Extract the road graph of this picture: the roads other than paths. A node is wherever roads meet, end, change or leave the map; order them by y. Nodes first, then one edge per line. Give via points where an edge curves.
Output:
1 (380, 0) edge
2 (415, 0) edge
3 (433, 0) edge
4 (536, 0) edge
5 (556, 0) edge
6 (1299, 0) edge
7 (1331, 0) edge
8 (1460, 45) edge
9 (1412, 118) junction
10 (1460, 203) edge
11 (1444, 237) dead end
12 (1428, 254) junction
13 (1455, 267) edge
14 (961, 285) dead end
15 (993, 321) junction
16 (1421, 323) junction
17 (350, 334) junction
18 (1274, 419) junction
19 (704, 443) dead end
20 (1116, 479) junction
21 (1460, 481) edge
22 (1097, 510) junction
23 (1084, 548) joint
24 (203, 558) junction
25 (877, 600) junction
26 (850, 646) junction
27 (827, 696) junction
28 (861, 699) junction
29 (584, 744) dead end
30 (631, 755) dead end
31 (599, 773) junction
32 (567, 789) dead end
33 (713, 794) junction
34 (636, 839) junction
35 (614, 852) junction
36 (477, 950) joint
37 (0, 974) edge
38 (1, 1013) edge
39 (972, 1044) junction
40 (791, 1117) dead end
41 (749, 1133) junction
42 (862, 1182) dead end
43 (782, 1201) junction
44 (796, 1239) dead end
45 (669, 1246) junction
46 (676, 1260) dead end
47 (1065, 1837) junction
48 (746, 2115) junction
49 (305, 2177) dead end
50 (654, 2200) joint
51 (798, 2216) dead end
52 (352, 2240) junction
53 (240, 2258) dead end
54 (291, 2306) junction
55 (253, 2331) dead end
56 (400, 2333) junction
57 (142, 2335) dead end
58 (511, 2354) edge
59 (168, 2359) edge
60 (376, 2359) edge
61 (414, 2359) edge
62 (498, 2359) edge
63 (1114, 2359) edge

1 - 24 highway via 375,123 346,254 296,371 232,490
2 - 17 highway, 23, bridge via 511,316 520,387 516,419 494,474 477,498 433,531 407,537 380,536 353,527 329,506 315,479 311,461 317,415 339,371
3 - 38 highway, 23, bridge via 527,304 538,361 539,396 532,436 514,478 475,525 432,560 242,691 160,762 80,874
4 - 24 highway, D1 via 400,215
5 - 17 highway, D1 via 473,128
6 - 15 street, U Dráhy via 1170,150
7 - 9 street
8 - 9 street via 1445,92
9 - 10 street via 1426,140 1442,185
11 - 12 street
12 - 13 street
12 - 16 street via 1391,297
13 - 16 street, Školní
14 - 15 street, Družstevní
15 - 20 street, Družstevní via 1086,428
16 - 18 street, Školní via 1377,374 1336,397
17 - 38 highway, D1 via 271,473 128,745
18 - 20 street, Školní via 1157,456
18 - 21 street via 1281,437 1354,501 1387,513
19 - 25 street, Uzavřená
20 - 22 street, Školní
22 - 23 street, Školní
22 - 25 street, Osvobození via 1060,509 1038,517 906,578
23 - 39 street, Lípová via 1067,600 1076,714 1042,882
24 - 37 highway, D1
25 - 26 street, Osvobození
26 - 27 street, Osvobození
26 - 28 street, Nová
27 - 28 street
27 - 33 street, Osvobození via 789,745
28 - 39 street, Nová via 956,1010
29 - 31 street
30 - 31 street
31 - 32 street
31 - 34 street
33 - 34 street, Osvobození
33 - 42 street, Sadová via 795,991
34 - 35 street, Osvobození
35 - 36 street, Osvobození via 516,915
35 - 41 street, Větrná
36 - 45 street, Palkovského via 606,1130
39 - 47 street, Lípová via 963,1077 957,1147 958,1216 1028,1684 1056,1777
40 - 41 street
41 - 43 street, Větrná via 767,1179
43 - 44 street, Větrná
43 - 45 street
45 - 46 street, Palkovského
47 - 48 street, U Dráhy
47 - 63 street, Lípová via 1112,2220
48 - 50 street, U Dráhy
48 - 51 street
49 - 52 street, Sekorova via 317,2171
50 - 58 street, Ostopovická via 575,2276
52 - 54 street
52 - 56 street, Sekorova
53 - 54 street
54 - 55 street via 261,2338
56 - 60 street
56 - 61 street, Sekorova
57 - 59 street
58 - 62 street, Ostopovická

*Directions*: Going line by line, set down the data above exactly as given.

*Final answer*:
Extract the road graph of this picture: the roads other than paths. A node is wherever roads meet, end, change or leave the map; order them by y. Nodes first, then one edge per line. Give via points where an edge curves.
Output:
1 (380, 0) edge
2 (415, 0) edge
3 (433, 0) edge
4 (536, 0) edge
5 (556, 0) edge
6 (1299, 0) edge
7 (1331, 0) edge
8 (1460, 45) edge
9 (1412, 118) junction
10 (1460, 203) edge
11 (1444, 237) dead end
12 (1428, 254) junction
13 (1455, 267) edge
14 (961, 285) dead end
15 (993, 321) junction
16 (1421, 323) junction
17 (350, 334) junction
18 (1274, 419) junction
19 (704, 443) dead end
20 (1116, 479) junction
21 (1460, 481) edge
22 (1097, 510) junction
23 (1084, 548) joint
24 (203, 558) junction
25 (877, 600) junction
26 (850, 646) junction
27 (827, 696) junction
28 (861, 699) junction
29 (584, 744) dead end
30 (631, 755) dead end
31 (599, 773) junction
32 (567, 789) dead end
33 (713, 794) junction
34 (636, 839) junction
35 (614, 852) junction
36 (477, 950) joint
37 (0, 974) edge
38 (1, 1013) edge
39 (972, 1044) junction
40 (791, 1117) dead end
41 (749, 1133) junction
42 (862, 1182) dead end
43 (782, 1201) junction
44 (796, 1239) dead end
45 (669, 1246) junction
46 (676, 1260) dead end
47 (1065, 1837) junction
48 (746, 2115) junction
49 (305, 2177) dead end
50 (654, 2200) joint
51 (798, 2216) dead end
52 (352, 2240) junction
53 (240, 2258) dead end
54 (291, 2306) junction
55 (253, 2331) dead end
56 (400, 2333) junction
57 (142, 2335) dead end
58 (511, 2354) edge
59 (168, 2359) edge
60 (376, 2359) edge
61 (414, 2359) edge
62 (498, 2359) edge
63 (1114, 2359) edge

1 - 24 highway via 375,123 346,254 296,371 232,490
2 - 17 highway, 23, bridge via 511,316 520,387 516,419 494,474 477,498 433,531 407,537 380,536 353,527 329,506 315,479 311,461 317,415 339,371
3 - 38 highway, 23, bridge via 527,304 538,361 539,396 532,436 514,478 475,525 432,560 242,691 160,762 80,874
4 - 24 highway, D1 via 400,215
5 - 17 highway, D1 via 473,128
6 - 15 street, U Dráhy via 1170,150
7 - 9 street
8 - 9 street via 1445,92
9 - 10 street via 1426,140 1442,185
11 - 12 street
12 - 13 street
12 - 16 street via 1391,297
13 - 16 street, Školní
14 - 15 street, Družstevní
15 - 20 street, Družstevní via 1086,428
16 - 18 street, Školní via 1377,374 1336,397
17 - 38 highway, D1 via 271,473 128,745
18 - 20 street, Školní via 1157,456
18 - 21 street via 1281,437 1354,501 1387,513
19 - 25 street, Uzavřená
20 - 22 street, Školní
22 - 23 street, Školní
22 - 25 street, Osvobození via 1060,509 1038,517 906,578
23 - 39 street, Lípová via 1067,600 1076,714 1042,882
24 - 37 highway, D1
25 - 26 street, Osvobození
26 - 27 street, Osvobození
26 - 28 street, Nová
27 - 28 street
27 - 33 street, Osvobození via 789,745
28 - 39 street, Nová via 956,1010
29 - 31 street
30 - 31 street
31 - 32 street
31 - 34 street
33 - 34 street, Osvobození
33 - 42 street, Sadová via 795,991
34 - 35 street, Osvobození
35 - 36 street, Osvobození via 516,915
35 - 41 street, Větrná
36 - 45 street, Palkovského via 606,1130
39 - 47 street, Lípová via 963,1077 957,1147 958,1216 1028,1684 1056,1777
40 - 41 street
41 - 43 street, Větrná via 767,1179
43 - 44 street, Větrná
43 - 45 street
45 - 46 street, Palkovského
47 - 48 street, U Dráhy
47 - 63 street, Lípová via 1112,2220
48 - 50 street, U Dráhy
48 - 51 street
49 - 52 street, Sekorova via 317,2171
50 - 58 street, Ostopovická via 575,2276
52 - 54 street
52 - 56 street, Sekorova
53 - 54 street
54 - 55 street via 261,2338
56 - 60 street
56 - 61 street, Sekorova
57 - 59 street
58 - 62 street, Ostopovická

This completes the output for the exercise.